Scientists develop new therapeutic antibody for dog cancers
Tokyo: Japanese researchers have developed an antibody that induces immune responses, which significantly suppresses malignant cancers in dogs as well as increases their survival rate.
As seen in humans, dogs too have malignant cancers that cannot be treated by existing therapies such as surgery, radiotherapy and chemotherapy.
Oral malignant melanoma (OMM), a highly invasive cancer in dogs and account for 30-40 per cent of all oral tumours in dogs.
They are seen along the gums, the lip, palate and sometimes the tongue.
The newly developed chimeric anti-PD-L1 antibody was found to induce immune responses, thus causing tumour regression among dogs with malignant cancers.
"Chimerisation of the antibody is now proven as a simple and effective strategy to develop therapeutic antibodies in veterinary medicine," said lead author Satoru Konnai, professor at the Hokkaido University, Japan.
The researchers first revealed that PD-L1 is expressed in the cells of OMM and another type of cancer called undifferentiated sarcoma, confirming that these two cancers are likely targeted by the immunotherapy.

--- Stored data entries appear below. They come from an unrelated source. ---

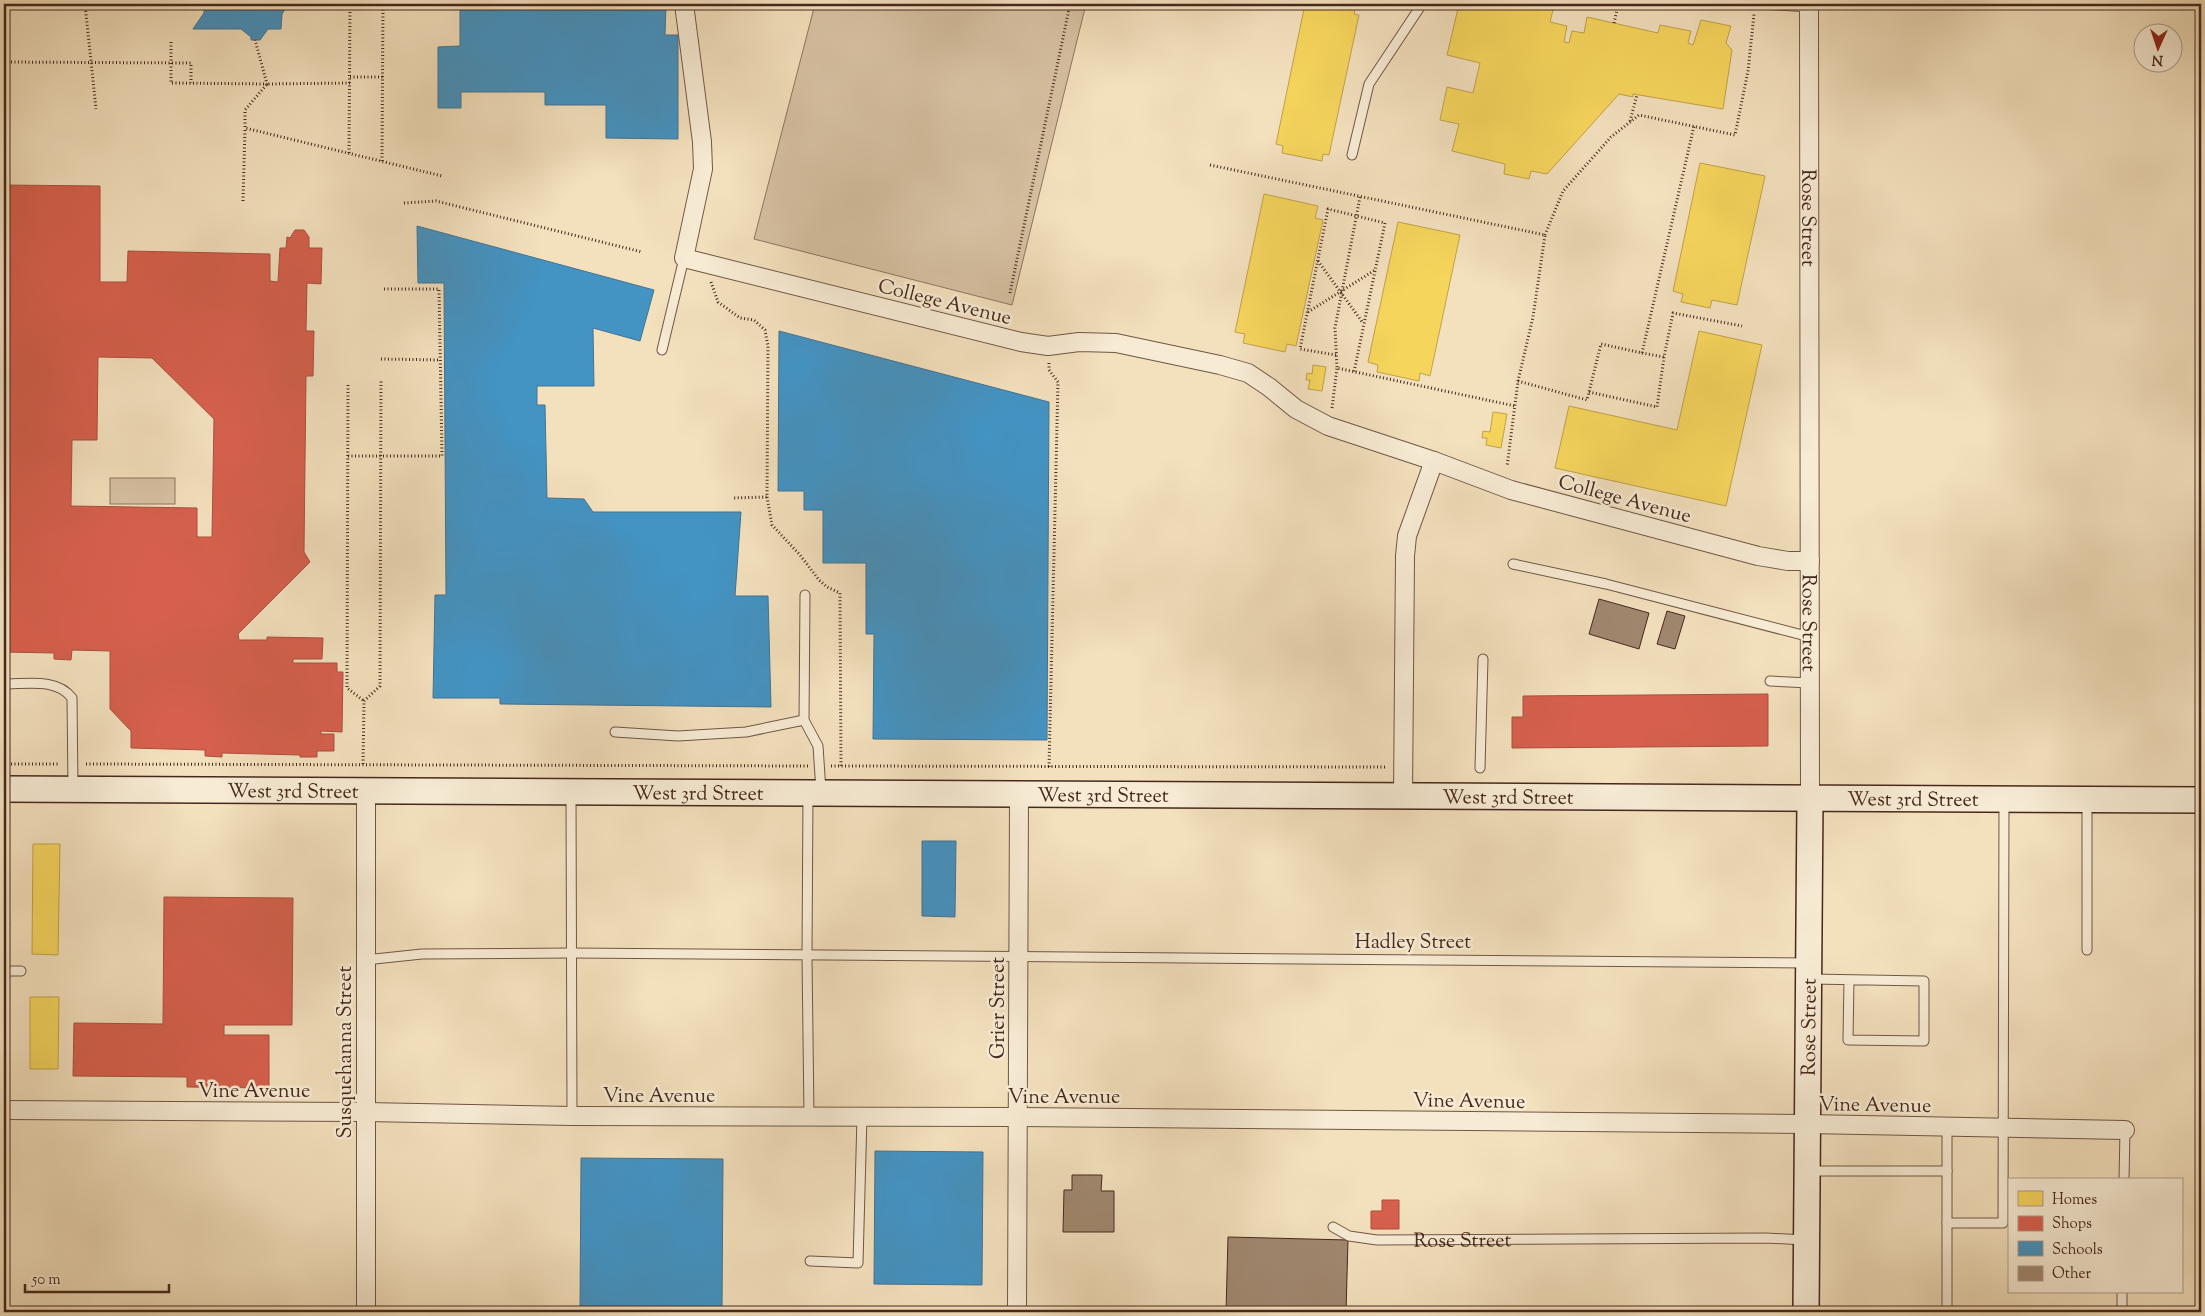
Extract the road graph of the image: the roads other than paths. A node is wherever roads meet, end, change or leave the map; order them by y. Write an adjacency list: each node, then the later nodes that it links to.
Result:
1 (684, 4): 6 (street)
2 (1422, 4): 5 (lane)
3 (1762, 4): 4 (lane)
4 (1809, 5): 9 (street, Rose Street)
5 (1352, 155)
6 (684, 258): 7 (lane); 8 (street, College Avenue)
7 (662, 350)
8 (1434, 461): 9 (street, College Avenue); 26 (street)
9 (1810, 561): 12 (street, Rose Street)
10 (1512, 564): 12 (lane)
11 (805, 596): 17 (lane)
12 (1810, 637): 15 (street, Rose Street)
13 (1483, 659): 19 (lane)
14 (1770, 681): 15 (lane)
15 (1810, 683): 27 (street, Rose Street)
16 (4, 684): 21 (lane)
17 (804, 720): 18 (lane); 24 (lane)
18 (615, 732)
19 (1480, 768)
20 (4, 789): 21 (main road, West 3rd Street)
21 (73, 790): 22 (main road, West 3rd Street)
22 (366, 791): 23 (main road, West 3rd Street); 35 (street, Susquehanna Street)
23 (571, 792): 24 (main road, West 3rd Street); 32 (lane)
24 (815, 794): 25 (main road, West 3rd Street); 33 (lane)
25 (1019, 795): 26 (main road, West 3rd Street); 34 (street, Grier Street)
26 (1403, 796): 27 (main road, West 3rd Street)
27 (1810, 798): 28 (main road, West 3rd Street); 38 (main road, Rose Street)
28 (2004, 799): 29 (main road, West 3rd Street); 48 (lane)
29 (2087, 799): 30 (main road, West 3rd Street); 31 (lane)
30 (2201, 800)
31 (2086, 950)
32 (571, 953): 33 (lane, Hadley Street); 35 (lane, Hadley Street); 42 (lane)
33 (807, 956): 34 (lane, Hadley Street); 43 (lane)
34 (1018, 956): 38 (lane, Hadley Street); 45 (street, Grier Street)
35 (366, 960): 41 (street, Susquehanna Street)
36 (4, 971): 37 (lane)
37 (21, 971)
38 (1808, 971): 39 (lane, Hadley Street); 46 (main road, Rose Street)
39 (1849, 980): 39 (lane, Hadley Street)
40 (4, 1110): 41 (street, Vine Avenue)
41 (366, 1112): 42 (street, Vine Avenue); 59 (street, Susquehanna Street)
42 (572, 1116): 43 (street, Vine Avenue)
43 (809, 1117): 44 (street, Vine Avenue)
44 (862, 1117): 45 (street, Vine Avenue); 56 (lane)
45 (1018, 1117): 46 (street, Vine Avenue); 60 (street, Grier Street)
46 (1807, 1124): 47 (street, Vine Avenue); 50 (main road, Rose Street)
47 (1947, 1126): 48 (street, Vine Avenue); 51 (lane)
48 (2004, 1127): 49 (street, Vine Avenue); 53 (lane)
49 (2125, 1130): 52 (lane)
50 (1807, 1171): 51 (lane); 55 (main road, Rose Street)
51 (1947, 1171): 53 (lane)
52 (2124, 1178)
53 (1947, 1223): 62 (lane)
54 (1333, 1227): 55 (lane, Rose Street)
55 (1806, 1240): 61 (main road, Rose Street)
56 (810, 1261)
57 (2122, 1294): 58 (lane)
58 (2122, 1311)
59 (366, 1312)
60 (1017, 1312)
61 (1806, 1312)
62 (1947, 1312)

Using a rat anti-PD-L1 antibody, they developed a rat-dog chimeric antibody.
When this antibody was administered to dogs, their immune system received it well and lead to tumour regression. No allergic reaction was observed.
Moreover, the study, detailed in the journal Scientific Reports, suggested that the treatment may have prolonged survival in dogs.
"Although further clinical studies are needed, other PD-L1-positive cancers could be targeted by the antibody we have developed," Konnai said.
"Given the similarity between humans and dogs in cancer biology, our study should provide a beneficial model for human preclinical studies."